──────── SUPPLIED DATA ────────

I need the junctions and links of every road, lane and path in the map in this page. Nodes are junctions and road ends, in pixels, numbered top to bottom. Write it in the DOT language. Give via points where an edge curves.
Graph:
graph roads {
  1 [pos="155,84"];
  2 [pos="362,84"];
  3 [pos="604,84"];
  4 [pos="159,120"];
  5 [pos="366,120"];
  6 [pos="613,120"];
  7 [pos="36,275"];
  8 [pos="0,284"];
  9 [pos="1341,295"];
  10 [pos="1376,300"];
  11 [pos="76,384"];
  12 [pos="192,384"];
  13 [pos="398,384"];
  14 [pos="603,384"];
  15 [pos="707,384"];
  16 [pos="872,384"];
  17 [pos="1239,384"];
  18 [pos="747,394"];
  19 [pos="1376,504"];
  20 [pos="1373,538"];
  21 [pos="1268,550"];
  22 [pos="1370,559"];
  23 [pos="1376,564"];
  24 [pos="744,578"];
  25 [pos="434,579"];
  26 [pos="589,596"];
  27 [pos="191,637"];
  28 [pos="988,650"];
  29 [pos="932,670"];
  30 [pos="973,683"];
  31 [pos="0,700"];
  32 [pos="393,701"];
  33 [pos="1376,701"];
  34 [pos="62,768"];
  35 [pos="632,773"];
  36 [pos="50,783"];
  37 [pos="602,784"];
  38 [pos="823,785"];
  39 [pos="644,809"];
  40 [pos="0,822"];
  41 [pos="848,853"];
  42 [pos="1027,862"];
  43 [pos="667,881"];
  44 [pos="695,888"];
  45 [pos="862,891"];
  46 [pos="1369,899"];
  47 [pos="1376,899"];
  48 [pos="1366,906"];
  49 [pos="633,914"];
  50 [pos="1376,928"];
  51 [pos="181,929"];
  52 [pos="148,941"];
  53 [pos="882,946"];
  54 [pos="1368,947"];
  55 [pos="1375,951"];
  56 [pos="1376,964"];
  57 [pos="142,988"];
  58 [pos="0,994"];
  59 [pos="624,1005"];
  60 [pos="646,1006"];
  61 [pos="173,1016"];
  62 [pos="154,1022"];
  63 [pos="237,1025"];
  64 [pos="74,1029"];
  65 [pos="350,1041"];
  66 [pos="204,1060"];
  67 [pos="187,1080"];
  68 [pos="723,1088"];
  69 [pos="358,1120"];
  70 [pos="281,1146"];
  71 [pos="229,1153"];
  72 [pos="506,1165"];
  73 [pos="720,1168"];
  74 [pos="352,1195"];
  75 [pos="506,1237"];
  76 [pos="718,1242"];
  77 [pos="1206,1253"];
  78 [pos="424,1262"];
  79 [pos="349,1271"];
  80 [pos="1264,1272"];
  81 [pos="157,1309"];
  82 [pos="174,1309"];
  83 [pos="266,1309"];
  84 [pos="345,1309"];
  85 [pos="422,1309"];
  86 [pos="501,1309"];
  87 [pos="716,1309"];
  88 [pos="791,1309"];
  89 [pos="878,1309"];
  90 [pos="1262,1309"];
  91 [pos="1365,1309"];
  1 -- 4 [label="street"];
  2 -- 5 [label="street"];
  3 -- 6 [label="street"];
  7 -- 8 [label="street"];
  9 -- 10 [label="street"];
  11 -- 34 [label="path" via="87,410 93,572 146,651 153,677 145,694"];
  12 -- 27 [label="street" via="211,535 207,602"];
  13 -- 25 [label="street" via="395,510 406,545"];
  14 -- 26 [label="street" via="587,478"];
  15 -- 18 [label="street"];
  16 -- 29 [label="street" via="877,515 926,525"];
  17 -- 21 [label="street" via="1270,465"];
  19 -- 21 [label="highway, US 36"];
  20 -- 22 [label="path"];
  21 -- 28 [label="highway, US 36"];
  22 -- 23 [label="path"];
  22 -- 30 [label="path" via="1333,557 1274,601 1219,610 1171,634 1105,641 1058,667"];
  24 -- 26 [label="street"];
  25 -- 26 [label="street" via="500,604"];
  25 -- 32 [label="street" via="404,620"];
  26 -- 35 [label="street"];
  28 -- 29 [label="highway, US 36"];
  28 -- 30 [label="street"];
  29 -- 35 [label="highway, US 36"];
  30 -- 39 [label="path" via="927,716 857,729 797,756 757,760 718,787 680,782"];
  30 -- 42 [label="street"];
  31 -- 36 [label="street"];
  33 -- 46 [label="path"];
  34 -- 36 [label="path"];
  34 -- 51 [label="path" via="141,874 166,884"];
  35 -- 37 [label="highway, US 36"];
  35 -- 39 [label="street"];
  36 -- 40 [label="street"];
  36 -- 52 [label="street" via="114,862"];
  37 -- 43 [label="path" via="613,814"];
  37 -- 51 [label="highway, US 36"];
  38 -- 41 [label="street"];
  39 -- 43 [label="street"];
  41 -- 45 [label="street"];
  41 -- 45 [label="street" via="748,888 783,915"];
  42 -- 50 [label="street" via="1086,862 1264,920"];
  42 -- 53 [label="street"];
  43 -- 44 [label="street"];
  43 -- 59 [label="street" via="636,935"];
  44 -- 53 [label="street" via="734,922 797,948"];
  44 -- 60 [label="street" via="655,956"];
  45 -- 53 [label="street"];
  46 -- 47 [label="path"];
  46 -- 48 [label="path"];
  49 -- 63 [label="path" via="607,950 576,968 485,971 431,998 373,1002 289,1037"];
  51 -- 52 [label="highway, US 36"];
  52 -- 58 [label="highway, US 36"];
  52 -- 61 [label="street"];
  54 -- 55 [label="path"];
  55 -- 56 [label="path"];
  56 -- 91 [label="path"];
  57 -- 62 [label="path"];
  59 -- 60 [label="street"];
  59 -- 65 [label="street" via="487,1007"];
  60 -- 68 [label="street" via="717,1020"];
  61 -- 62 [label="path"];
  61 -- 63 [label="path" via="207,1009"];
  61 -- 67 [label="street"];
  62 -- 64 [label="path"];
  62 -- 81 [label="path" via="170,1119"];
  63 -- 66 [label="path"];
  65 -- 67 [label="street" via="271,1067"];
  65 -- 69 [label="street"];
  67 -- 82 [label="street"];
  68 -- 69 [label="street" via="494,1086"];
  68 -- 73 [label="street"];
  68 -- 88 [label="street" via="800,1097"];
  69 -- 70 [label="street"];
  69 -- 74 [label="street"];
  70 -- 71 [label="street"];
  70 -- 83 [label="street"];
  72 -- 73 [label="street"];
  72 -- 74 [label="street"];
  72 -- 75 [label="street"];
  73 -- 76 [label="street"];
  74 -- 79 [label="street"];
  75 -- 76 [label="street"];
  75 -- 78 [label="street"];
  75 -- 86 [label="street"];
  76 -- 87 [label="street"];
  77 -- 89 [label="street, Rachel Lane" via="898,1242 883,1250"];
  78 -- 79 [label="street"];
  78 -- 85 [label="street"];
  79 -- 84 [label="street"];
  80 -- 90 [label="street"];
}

────────

Search the entries for the word "highway" and gather every line where it appears.

  19 -- 21 [label="highway, US 36"];
  21 -- 28 [label="highway, US 36"];
  28 -- 29 [label="highway, US 36"];
  29 -- 35 [label="highway, US 36"];
  35 -- 37 [label="highway, US 36"];
  37 -- 51 [label="highway, US 36"];
  51 -- 52 [label="highway, US 36"];
  52 -- 58 [label="highway, US 36"];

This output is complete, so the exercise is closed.